Royal filed a motion for summary judgment seeking to dismiss Gennaro's action against Royal. Gennaro opposed that motion and filed a motion for summary judgment asserting that Royal retained all duties of performance and obligation under the master lease, including the requirement to notify Gennaro if the lease was not to be renewed. Gennaro disputes Royal's claim that Area 51's actions met Royal's obligations of notice under the master lease. Gennaro points out that Area 51 was not a party to the master lease, and Gennaro was not a party to the sublease between Royal and Area 51. In conclusion, Gennaro maintains that Royal is obligated under the master lease to pay rent from the automatic renewal date, since Royal did not notify Gennaro that it did not want to renew the master lease when Area 51's sublease was ended. Gennaro further contends Royal is liable for failing to repair the property after Hurricane Katrina under the terms of the master lease.

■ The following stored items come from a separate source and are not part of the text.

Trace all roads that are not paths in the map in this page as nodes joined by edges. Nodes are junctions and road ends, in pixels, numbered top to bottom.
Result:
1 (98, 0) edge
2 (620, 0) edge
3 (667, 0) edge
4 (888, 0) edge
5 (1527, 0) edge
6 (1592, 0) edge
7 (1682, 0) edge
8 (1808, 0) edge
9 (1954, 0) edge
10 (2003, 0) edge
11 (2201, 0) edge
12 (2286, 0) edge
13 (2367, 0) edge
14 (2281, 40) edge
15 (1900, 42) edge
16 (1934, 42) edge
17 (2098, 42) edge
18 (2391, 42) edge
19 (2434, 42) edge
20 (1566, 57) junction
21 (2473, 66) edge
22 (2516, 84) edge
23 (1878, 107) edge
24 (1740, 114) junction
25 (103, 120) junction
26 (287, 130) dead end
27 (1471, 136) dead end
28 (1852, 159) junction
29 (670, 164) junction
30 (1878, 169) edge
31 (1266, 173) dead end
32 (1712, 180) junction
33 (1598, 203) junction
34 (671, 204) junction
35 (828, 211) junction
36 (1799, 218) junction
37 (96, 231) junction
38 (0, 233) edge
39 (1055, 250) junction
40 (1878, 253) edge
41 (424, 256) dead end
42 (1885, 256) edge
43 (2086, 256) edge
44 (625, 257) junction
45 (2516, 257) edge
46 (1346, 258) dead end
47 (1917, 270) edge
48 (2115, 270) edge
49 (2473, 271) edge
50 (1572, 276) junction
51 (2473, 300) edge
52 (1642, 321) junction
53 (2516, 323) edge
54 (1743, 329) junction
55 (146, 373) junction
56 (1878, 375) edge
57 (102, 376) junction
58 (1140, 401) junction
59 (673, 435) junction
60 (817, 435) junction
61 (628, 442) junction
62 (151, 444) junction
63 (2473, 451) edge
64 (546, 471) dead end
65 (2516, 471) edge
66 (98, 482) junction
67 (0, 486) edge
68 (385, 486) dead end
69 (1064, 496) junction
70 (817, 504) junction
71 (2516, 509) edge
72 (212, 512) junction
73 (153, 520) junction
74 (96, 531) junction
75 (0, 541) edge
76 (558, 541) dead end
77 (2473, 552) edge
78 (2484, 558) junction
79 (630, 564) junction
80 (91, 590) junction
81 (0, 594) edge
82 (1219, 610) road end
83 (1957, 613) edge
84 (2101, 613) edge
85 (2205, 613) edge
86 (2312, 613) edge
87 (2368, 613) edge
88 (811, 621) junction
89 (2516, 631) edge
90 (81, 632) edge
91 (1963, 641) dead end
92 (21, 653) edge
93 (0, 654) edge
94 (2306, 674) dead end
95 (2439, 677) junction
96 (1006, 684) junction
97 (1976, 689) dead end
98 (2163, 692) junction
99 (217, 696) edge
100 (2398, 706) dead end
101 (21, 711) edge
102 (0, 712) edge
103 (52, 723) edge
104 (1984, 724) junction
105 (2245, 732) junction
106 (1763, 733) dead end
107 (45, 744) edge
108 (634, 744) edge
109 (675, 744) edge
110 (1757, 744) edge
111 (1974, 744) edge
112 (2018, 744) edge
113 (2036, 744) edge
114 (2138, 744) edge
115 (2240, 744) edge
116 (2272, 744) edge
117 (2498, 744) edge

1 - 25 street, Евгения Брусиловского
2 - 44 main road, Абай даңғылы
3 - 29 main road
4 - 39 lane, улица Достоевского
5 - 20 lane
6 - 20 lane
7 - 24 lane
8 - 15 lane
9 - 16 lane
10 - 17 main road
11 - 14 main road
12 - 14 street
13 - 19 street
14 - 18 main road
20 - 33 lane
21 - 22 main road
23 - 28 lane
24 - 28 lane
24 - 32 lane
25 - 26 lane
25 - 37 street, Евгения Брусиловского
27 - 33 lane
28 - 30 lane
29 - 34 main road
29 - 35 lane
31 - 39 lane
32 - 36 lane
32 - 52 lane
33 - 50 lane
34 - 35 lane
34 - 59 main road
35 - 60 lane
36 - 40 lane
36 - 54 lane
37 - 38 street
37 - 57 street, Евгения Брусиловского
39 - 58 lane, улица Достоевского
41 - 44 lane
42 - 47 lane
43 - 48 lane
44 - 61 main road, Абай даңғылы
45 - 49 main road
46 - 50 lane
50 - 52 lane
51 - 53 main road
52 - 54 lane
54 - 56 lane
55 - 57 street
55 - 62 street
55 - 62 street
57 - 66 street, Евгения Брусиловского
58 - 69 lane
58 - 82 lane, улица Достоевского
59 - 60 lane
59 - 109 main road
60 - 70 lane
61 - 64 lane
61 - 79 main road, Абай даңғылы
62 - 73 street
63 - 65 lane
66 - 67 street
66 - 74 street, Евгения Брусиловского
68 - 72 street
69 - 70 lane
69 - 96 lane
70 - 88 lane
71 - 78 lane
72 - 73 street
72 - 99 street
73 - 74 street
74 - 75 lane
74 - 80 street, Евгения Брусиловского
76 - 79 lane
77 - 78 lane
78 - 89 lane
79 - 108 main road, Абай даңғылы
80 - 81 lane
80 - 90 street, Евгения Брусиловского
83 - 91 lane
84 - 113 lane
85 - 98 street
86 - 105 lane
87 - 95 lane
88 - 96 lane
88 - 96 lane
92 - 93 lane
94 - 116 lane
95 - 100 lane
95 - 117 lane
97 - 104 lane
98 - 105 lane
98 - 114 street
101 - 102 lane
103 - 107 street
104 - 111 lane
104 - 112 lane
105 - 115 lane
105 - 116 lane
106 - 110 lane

After a hearing on both motions for summary judgment, the trial court rendered judgment in favor of Gennaro, awarding lease payments and building expenses for a total amount of $54,791.17. The judgment reserved Gennaro's right for any damages that may occur between October 2009 and December 2011. The court further denied the motion for summary judgment filed by Royal.

Both Gennaro and Royal filed motions for new trial. Before the motions were heard, Royal filed a second motion for summary judgment asserting that Area 51 is liable for the $54,791.17 for which Royal was cast in judgment to Gennaro in the trial court's grant of summary judgment. Royal filed for a continuance of the hearing on the new trial motions, which was opposed by Gennaro. Area 51 filed a motion for summary judgment against Royal, arguing it is not liable for Royal's obligation to Gennaro. Royal and Area 51 agreed that both summary judgments should be argued and considered together.

The trial court heard both motions for new trial filed on the grant of the previous summary judgment in favor of Gennaro and the award of damages by Royal and Gennaro, as well as the motions for summary judgment filed by Royal and Area 51 on the issue of whether Area 51 was liable to Royal in the event it was cast in judgment to Gennaro.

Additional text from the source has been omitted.